I appreciate you showing alternatives I can use now. Even once
implemented, one can not use A.E's until one no longer cares about 3.7
compatibility. Then there will still be a choice.
>> results = [(x, y, x/y) for x in input_data if (y := f(x)) > 0]
>
> results = [(x, y, x/y) for x in input_data for y in [f(x)] if y > 0]
Would (f(x),) be faster?
import timeit as ti
print(ti.timeit('for y in {x}: pass', 'x=1'))
print(ti.timeit('for y in [x]: pass', 'x=1'))
print(ti.timeit('for y in (x,): pass', 'x=1'))
# prints
0.13765254499999996 # seconds per 1_000_000 = microseconds each.
0.10321274000000003
0.09492473300000004
Yes, but not enough to pay for adding ',', and sometimes forgetting.
>> stuff = [[y := f(x), x/y] for x in range(5)]
> stuff = [[y, x/y] for x in range(5) for y in [f(x)]]
Creating an leaky name binding appears to about 5 x faster than
iterating a temporary singleton.
print(ti.timeit('y=x', 'x=1'))
print(ti.timeit('y=x; del y', 'x=1'))
#
0.017357778999999907
0.021115051000000107
If one adds 'del y' to make the two equivalent, the chars typed is about
the same.

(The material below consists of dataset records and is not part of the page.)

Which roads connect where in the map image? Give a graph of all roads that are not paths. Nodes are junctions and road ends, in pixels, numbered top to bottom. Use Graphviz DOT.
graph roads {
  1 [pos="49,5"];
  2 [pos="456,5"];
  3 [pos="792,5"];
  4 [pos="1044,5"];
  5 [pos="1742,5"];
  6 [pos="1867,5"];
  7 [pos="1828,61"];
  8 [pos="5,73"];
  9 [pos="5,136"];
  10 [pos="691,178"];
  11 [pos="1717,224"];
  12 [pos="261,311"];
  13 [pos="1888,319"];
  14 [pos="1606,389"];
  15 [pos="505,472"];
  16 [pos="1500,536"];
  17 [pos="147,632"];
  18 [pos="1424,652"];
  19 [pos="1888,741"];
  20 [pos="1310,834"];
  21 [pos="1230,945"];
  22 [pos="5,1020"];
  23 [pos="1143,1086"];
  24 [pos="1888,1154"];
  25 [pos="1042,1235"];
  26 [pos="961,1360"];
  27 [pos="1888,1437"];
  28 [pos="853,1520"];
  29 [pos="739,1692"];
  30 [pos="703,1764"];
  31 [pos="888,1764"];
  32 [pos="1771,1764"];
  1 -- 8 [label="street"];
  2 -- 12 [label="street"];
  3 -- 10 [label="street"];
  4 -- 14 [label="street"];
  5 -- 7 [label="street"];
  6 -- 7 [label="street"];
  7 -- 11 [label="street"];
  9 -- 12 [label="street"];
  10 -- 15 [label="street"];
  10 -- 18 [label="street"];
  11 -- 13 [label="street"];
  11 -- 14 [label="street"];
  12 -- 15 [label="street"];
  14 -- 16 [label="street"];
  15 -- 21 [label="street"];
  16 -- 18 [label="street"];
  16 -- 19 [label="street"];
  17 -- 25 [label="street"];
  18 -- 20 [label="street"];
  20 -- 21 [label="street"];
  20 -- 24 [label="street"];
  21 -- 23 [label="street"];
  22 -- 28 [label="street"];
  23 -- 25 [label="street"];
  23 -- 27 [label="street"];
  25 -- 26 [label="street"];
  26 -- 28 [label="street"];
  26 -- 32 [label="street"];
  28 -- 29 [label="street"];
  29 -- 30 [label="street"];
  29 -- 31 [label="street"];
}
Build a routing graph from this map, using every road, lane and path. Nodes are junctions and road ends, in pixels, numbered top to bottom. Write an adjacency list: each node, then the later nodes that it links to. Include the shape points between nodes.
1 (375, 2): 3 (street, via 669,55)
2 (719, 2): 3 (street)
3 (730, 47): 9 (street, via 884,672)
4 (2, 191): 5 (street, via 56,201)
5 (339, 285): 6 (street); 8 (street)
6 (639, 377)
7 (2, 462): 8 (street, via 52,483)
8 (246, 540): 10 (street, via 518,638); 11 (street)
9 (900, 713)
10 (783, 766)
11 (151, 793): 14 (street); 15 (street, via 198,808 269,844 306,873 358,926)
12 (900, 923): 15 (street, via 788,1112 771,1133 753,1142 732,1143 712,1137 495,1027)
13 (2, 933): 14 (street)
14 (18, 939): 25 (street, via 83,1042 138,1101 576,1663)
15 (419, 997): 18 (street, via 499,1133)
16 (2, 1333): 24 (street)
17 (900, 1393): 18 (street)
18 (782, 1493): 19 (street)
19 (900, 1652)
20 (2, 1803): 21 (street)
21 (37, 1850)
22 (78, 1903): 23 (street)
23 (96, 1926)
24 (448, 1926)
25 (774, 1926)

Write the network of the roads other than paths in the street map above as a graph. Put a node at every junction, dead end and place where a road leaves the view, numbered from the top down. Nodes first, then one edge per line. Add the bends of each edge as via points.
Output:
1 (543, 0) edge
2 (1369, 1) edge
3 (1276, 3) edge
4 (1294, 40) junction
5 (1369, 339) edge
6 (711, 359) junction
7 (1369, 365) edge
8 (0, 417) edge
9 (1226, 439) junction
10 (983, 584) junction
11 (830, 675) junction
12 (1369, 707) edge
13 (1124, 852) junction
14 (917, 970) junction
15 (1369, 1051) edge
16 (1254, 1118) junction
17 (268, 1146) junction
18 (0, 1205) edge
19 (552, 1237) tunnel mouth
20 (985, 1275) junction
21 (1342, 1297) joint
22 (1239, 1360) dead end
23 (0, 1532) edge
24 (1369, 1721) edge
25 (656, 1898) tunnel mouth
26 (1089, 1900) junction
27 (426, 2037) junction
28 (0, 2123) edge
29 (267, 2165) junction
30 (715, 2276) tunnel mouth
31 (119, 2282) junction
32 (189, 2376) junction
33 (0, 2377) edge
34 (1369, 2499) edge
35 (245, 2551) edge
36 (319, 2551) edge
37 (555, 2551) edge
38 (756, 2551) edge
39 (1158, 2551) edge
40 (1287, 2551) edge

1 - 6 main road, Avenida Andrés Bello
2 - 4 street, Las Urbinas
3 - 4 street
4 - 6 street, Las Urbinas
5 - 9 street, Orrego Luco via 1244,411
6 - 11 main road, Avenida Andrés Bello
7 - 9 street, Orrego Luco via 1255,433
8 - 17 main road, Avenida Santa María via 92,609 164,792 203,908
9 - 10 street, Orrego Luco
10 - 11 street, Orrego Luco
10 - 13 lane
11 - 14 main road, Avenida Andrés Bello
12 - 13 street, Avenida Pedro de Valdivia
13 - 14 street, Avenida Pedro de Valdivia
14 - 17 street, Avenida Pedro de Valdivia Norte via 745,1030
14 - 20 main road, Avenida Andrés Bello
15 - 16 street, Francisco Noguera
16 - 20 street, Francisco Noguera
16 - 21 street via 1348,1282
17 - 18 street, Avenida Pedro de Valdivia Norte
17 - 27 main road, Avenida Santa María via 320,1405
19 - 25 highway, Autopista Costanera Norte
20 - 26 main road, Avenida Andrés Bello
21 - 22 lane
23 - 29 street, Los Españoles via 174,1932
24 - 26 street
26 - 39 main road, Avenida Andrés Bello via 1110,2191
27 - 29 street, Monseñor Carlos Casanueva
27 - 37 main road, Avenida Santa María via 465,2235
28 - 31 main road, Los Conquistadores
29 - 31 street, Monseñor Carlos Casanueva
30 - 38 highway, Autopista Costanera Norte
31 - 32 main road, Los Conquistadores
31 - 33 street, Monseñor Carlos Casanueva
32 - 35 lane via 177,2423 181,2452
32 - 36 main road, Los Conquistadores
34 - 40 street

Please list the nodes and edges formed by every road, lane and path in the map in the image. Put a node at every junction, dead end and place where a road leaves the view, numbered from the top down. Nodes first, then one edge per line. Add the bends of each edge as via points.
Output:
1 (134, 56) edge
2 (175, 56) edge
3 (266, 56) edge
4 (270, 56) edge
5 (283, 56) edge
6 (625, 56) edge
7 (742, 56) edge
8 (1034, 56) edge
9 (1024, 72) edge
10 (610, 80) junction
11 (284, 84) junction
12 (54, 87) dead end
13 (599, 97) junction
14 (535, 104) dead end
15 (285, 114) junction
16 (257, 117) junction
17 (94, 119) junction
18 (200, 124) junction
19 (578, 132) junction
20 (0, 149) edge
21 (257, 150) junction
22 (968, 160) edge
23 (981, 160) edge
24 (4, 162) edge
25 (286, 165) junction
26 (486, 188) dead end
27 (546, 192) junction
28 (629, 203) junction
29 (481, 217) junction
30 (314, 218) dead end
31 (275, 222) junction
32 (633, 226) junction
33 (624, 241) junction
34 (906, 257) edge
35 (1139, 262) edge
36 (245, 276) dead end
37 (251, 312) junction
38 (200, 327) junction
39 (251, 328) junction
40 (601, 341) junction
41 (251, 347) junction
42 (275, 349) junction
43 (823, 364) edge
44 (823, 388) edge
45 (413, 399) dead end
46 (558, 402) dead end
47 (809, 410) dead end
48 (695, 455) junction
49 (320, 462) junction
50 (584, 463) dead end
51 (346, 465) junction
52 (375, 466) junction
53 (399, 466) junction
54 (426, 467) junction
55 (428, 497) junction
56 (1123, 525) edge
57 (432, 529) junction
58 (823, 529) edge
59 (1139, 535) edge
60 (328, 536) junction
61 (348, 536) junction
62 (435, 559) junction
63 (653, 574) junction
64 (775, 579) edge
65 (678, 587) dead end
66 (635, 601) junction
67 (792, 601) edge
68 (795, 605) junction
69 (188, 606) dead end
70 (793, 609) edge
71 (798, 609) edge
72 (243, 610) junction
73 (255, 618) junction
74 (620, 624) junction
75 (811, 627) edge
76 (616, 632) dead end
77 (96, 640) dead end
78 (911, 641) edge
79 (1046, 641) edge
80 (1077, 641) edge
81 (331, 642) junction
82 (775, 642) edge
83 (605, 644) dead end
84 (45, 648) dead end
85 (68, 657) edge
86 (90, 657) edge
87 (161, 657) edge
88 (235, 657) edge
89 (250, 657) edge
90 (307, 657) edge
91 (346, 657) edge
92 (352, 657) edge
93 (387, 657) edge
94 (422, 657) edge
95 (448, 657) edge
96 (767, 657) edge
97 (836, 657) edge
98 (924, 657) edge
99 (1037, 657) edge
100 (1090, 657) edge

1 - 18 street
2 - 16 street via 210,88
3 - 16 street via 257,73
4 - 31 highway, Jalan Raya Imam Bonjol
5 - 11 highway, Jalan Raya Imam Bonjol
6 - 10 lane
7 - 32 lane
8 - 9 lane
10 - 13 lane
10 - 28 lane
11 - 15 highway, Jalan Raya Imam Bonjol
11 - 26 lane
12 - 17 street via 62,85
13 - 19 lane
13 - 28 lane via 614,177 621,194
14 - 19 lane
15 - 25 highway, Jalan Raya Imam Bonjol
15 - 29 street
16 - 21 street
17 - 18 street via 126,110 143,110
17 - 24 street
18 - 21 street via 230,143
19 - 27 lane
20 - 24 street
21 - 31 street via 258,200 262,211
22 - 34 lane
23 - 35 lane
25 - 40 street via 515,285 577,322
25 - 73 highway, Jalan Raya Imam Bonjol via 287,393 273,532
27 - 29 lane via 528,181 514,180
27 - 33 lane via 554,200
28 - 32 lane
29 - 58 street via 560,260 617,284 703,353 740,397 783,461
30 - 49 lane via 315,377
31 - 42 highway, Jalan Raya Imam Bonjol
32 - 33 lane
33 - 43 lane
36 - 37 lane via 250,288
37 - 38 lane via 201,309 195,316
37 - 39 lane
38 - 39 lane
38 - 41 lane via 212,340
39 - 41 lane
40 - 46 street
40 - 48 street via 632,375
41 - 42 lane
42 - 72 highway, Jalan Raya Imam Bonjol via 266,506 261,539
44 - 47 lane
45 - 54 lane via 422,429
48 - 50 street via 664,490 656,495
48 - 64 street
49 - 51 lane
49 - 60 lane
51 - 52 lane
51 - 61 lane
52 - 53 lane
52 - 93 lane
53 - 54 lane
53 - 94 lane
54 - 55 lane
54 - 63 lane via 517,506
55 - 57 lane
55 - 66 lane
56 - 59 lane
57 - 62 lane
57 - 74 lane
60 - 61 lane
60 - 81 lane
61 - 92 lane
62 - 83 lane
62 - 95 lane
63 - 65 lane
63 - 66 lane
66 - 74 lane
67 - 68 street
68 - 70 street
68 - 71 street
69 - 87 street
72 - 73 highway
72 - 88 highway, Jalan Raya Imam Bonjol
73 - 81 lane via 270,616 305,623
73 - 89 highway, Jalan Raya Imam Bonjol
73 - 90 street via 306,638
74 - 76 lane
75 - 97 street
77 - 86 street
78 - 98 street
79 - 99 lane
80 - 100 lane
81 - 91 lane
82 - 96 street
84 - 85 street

To me, the choice amounts to subject reference. Even with
y:=x available, I would write the expansion as
res = []
for x in range(5):
y = f(x)
res.append((y, x/y))
rather than use the assignment expression in the tuple. It creates a
'hitch' in thought.
> This idiom looks unusual for you? But this is a legal Python syntax, and
> it is not more unusual than the new walrus operator. This idiom is not
> commonly used because there is very little need of using above examples
> in real code. And I'm sure that the walrus operator in comprehension
> will be very rare unless PEP 572 will encourage writing complicated
> comprehensions. Most users prefer to write an explicit loop.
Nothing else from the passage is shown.